+++ Source material +++
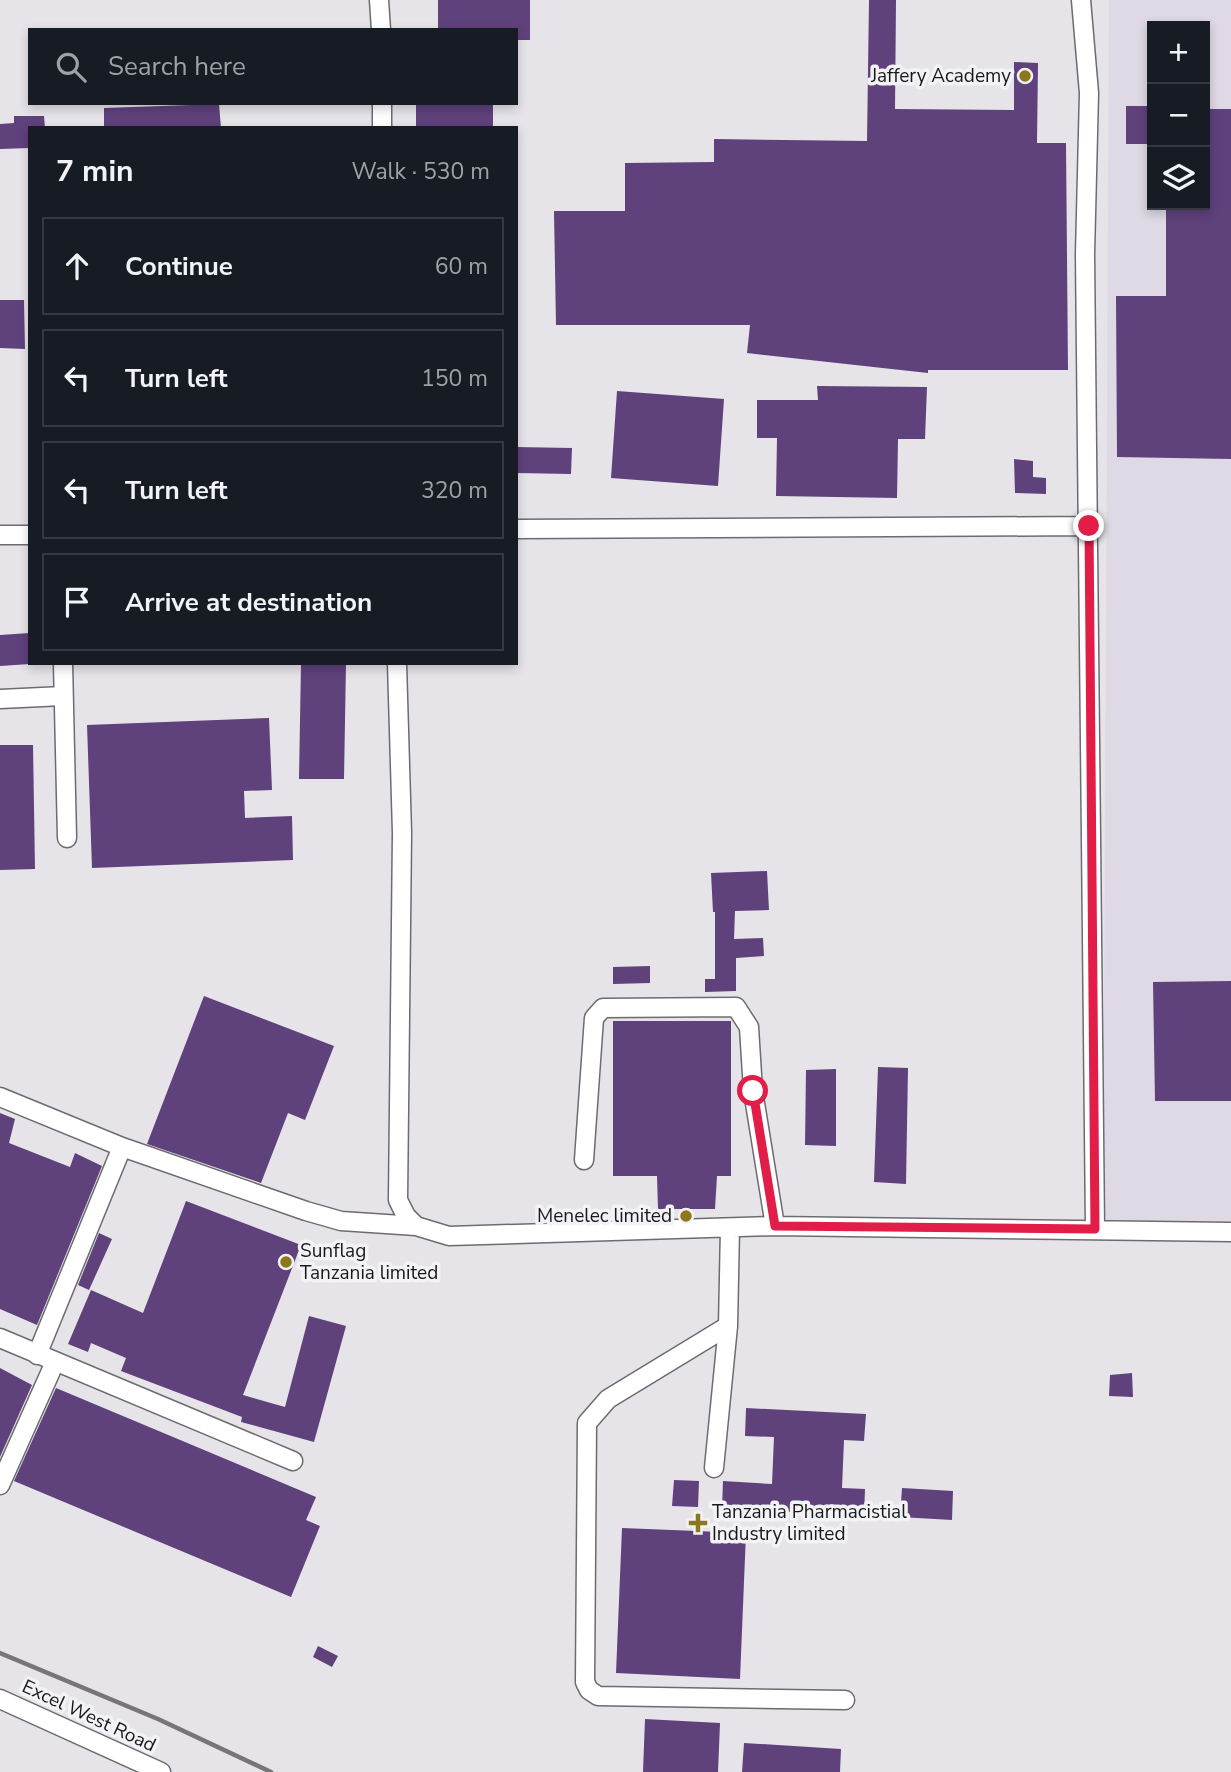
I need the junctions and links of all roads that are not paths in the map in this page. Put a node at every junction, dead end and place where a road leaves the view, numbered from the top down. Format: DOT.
graph roads {
  1 [pos="379,0"];
  2 [pos="1081,0"];
  3 [pos="380,28"];
  4 [pos="382,105"];
  5 [pos="382,126"];
  6 [pos="1089,526"];
  7 [pos="518,529"];
  8 [pos="28,534"];
  9 [pos="0,535"];
  10 [pos="63,665"];
  11 [pos="397,665"];
  12 [pos="63,696"];
  13 [pos="0,699"];
  14 [pos="67,838"];
  15 [pos="0,1097"];
  16 [pos="122,1147"];
  17 [pos="584,1160"];
  18 [pos="416,1226"];
  19 [pos="775,1226"];
  20 [pos="730,1228"];
  21 [pos="1095,1229"];
  22 [pos="1231,1232"];
  23 [pos="728,1326"];
  24 [pos="0,1338"];
  25 [pos="37,1355"];
  26 [pos="55,1362"];
  27 [pos="293,1461"];
  28 [pos="714,1468"];
  29 [pos="0,1485"];
  30 [pos="0,1699"];
  31 [pos="845,1700"];
  32 [pos="160,1772"];
  1 -- 3 [label="street"];
  2 -- 6 [label="street"];
  4 -- 5 [label="street"];
  6 -- 7 [label="street"];
  6 -- 21 [label="street"];
  8 -- 9 [label="street"];
  10 -- 12 [label="street"];
  11 -- 18 [label="street"];
  12 -- 13 [label="street"];
  12 -- 14 [label="street"];
  15 -- 16 [label="street"];
  16 -- 18 [label="street"];
  16 -- 25 [label="street"];
  17 -- 19 [label="street"];
  18 -- 20 [label="street"];
  19 -- 20 [label="street"];
  19 -- 21 [label="street"];
  20 -- 23 [label="street"];
  21 -- 22 [label="street"];
  23 -- 28 [label="street"];
  23 -- 31 [label="street"];
  24 -- 25 [label="street"];
  25 -- 26 [label="street"];
  26 -- 27 [label="street"];
  26 -- 29 [label="street"];
  30 -- 32 [label="street, Excel West Road"];
}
+++
Task statement> Using the entries above, work out how many lines include the word "roads", and give only that count.

Answer to this exercise> 2